By Daniel Schantz
“Don’t bother to buy a Christmas tree,” my wife, Sharon, said as she peered out the window at our neighbors who were struggling to get an oversized tree through their front door. “No one is coming to see us this season, so what’s the point?” She sounded disappointed.
“Yeah, you’re right,” I agreed. “I think this is going to be the Christmas that wasn’t.”
This Christmas would be a special trial for me—my first since I retired after training student-leaders for world service for 43 years. All that time, I “lived” in the classrooms of Central Christian College of the Bible in Moberly, Missouri.
Students inspired me with their dreams, amazed me with their creativity, humbled me by their absolute faith in God, surprised me with notes and comments, and made me laugh a thousand times a day.
At Christmastime, students often gave me small, thoughtful gifts, and every Christmas I would invite some classes to our home for refreshments and fellowship. Sharon would make her big, sticky pecan rolls, served with wassail and hot chocolate.
Other groups would drop by unannounced to sing carols on our front porch.
“We wish you a merry Christmas, Schantzy, we wish you a merry Christmas. . . .”
But no more.
This year it would be just the two of us, sitting in an empty living room, feeling sorry for ourselves.
One afternoon I trudged up to the attic where I caught sight of an old wooden box—a treasure chest I had made to illustrate the theme of the book on the first day of Proverbs class: “For wisdom is better than rubies, and all the things one may desire cannot be compared with her” (Proverbs 8:11, New Kings James Version).

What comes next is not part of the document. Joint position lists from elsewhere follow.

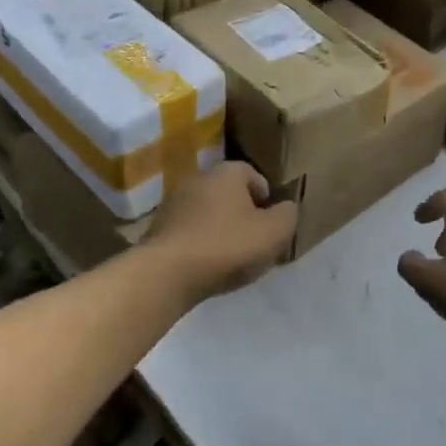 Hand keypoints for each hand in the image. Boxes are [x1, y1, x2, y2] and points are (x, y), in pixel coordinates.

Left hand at [143, 163, 297, 304]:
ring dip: (218, 227)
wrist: (167, 273)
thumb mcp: (274, 232)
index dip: (266, 198)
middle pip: (228, 192)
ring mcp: (173, 201)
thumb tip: (286, 207)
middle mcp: (198, 178)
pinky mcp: (157, 226)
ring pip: (206, 211)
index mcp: (227, 173)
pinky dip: (199, 241)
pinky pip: (188, 229)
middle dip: (241, 212)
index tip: (270, 223)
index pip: (253, 175)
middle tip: (253, 240)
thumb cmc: (227, 246)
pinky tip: (205, 264)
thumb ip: (287, 215)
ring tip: (229, 256)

It was filled with plastic and glass jewelry purchased from craft stores and thrift shops: rubies and sapphires, emeralds and diamonds, opals and agates . . . pearl necklaces and bracelets, and big, gaudy diamond rings. It all looked amazingly real.

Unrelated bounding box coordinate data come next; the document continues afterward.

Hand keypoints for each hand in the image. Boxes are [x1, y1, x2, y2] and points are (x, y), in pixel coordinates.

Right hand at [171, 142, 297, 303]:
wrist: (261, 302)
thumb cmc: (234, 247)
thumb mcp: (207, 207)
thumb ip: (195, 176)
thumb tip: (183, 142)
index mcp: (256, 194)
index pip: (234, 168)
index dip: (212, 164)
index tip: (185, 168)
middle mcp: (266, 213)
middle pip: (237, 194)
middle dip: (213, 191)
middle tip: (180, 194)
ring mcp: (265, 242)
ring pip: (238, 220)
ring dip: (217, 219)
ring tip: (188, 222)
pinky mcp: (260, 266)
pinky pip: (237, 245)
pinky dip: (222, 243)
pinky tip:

I fingered the jewels and thought how my students loved this chest of “precious stones”! A girl would drape the pearls around her neck, slip the garish diamond ring on to her finger, and squeal with joy. “Whoa, look at this rock! Am I the Queen of Sheba, or what?”
After lunch I was helping Sharon with the dishes and staring out the window at a dappled willow tree I had planted last summer some 15 feet away. It looked like a small palm tree, but the pink and green leaves had now fallen, leaving the golden branches quivering in a cold breeze. <<Megan, if you need to cut anything for space, you can cut the previous sentence.>>
As I pondered the tree, I had an idea. When Sharon left the house for some afternoon shopping, I opened the treasure chest and pored over the jewels. Most of the plastic ones had a small hole in one end, for stringing into a necklace. I attached a long piece of fishing line to each jewel, then tied them to the limbs of the willow tree, until the tree shimmered with light from the afternoon sun: sparkles of red and green, blue and amber, and dazzling white.
When Sharon returned home, she fell in love with the tree. “It’s better than any pine tree we ever had,” she said. Every afternoon the sun shined through the gemstones and projected dancing points of light on her kitchen walls. At night, the headlights of passing cars made the jewels wink on and off, like stars.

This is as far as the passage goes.